---------- Provided data ----------

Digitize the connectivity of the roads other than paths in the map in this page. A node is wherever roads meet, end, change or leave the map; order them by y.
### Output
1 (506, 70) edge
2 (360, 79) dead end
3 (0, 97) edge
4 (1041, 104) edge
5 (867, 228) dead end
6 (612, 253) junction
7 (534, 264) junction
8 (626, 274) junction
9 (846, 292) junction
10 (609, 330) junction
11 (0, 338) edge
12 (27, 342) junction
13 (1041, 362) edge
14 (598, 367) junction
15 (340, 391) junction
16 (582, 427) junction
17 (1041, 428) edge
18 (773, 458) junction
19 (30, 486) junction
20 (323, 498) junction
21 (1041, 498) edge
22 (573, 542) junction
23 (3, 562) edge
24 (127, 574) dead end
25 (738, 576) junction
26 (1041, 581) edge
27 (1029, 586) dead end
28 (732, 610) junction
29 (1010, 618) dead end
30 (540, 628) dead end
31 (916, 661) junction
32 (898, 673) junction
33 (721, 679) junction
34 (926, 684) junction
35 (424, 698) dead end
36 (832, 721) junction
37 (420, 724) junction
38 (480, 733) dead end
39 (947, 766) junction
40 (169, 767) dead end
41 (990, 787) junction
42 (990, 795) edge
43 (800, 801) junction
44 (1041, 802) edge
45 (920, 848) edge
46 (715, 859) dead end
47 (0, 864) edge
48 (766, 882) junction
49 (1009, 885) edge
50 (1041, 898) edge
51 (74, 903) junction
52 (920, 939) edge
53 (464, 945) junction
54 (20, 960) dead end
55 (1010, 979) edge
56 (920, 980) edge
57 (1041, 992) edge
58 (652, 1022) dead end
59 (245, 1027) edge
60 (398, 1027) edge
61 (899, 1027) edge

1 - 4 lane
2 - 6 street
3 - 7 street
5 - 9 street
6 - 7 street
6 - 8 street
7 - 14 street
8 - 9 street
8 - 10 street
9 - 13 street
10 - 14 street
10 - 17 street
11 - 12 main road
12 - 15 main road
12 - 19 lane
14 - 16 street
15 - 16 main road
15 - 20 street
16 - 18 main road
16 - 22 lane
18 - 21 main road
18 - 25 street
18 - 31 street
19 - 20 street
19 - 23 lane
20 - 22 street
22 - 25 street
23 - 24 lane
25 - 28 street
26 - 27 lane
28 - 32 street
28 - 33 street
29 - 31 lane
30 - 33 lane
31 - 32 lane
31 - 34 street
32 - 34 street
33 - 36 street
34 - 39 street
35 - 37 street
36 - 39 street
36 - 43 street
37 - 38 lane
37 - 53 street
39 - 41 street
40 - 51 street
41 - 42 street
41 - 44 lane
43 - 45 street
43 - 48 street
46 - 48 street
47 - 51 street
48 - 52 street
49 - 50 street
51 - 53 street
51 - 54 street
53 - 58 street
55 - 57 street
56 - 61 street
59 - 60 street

----------

What the task asks: Would you set down every record again, exactly as it appears above?

Result:
Digitize the connectivity of the roads other than paths in the map in this page. A node is wherever roads meet, end, change or leave the map; order them by y.
### Output
1 (506, 70) edge
2 (360, 79) dead end
3 (0, 97) edge
4 (1041, 104) edge
5 (867, 228) dead end
6 (612, 253) junction
7 (534, 264) junction
8 (626, 274) junction
9 (846, 292) junction
10 (609, 330) junction
11 (0, 338) edge
12 (27, 342) junction
13 (1041, 362) edge
14 (598, 367) junction
15 (340, 391) junction
16 (582, 427) junction
17 (1041, 428) edge
18 (773, 458) junction
19 (30, 486) junction
20 (323, 498) junction
21 (1041, 498) edge
22 (573, 542) junction
23 (3, 562) edge
24 (127, 574) dead end
25 (738, 576) junction
26 (1041, 581) edge
27 (1029, 586) dead end
28 (732, 610) junction
29 (1010, 618) dead end
30 (540, 628) dead end
31 (916, 661) junction
32 (898, 673) junction
33 (721, 679) junction
34 (926, 684) junction
35 (424, 698) dead end
36 (832, 721) junction
37 (420, 724) junction
38 (480, 733) dead end
39 (947, 766) junction
40 (169, 767) dead end
41 (990, 787) junction
42 (990, 795) edge
43 (800, 801) junction
44 (1041, 802) edge
45 (920, 848) edge
46 (715, 859) dead end
47 (0, 864) edge
48 (766, 882) junction
49 (1009, 885) edge
50 (1041, 898) edge
51 (74, 903) junction
52 (920, 939) edge
53 (464, 945) junction
54 (20, 960) dead end
55 (1010, 979) edge
56 (920, 980) edge
57 (1041, 992) edge
58 (652, 1022) dead end
59 (245, 1027) edge
60 (398, 1027) edge
61 (899, 1027) edge

1 - 4 lane
2 - 6 street
3 - 7 street
5 - 9 street
6 - 7 street
6 - 8 street
7 - 14 street
8 - 9 street
8 - 10 street
9 - 13 street
10 - 14 street
10 - 17 street
11 - 12 main road
12 - 15 main road
12 - 19 lane
14 - 16 street
15 - 16 main road
15 - 20 street
16 - 18 main road
16 - 22 lane
18 - 21 main road
18 - 25 street
18 - 31 street
19 - 20 street
19 - 23 lane
20 - 22 street
22 - 25 street
23 - 24 lane
25 - 28 street
26 - 27 lane
28 - 32 street
28 - 33 street
29 - 31 lane
30 - 33 lane
31 - 32 lane
31 - 34 street
32 - 34 street
33 - 36 street
34 - 39 street
35 - 37 street
36 - 39 street
36 - 43 street
37 - 38 lane
37 - 53 street
39 - 41 street
40 - 51 street
41 - 42 street
41 - 44 lane
43 - 45 street
43 - 48 street
46 - 48 street
47 - 51 street
48 - 52 street
49 - 50 street
51 - 53 street
51 - 54 street
53 - 58 street
55 - 57 street
56 - 61 street
59 - 60 street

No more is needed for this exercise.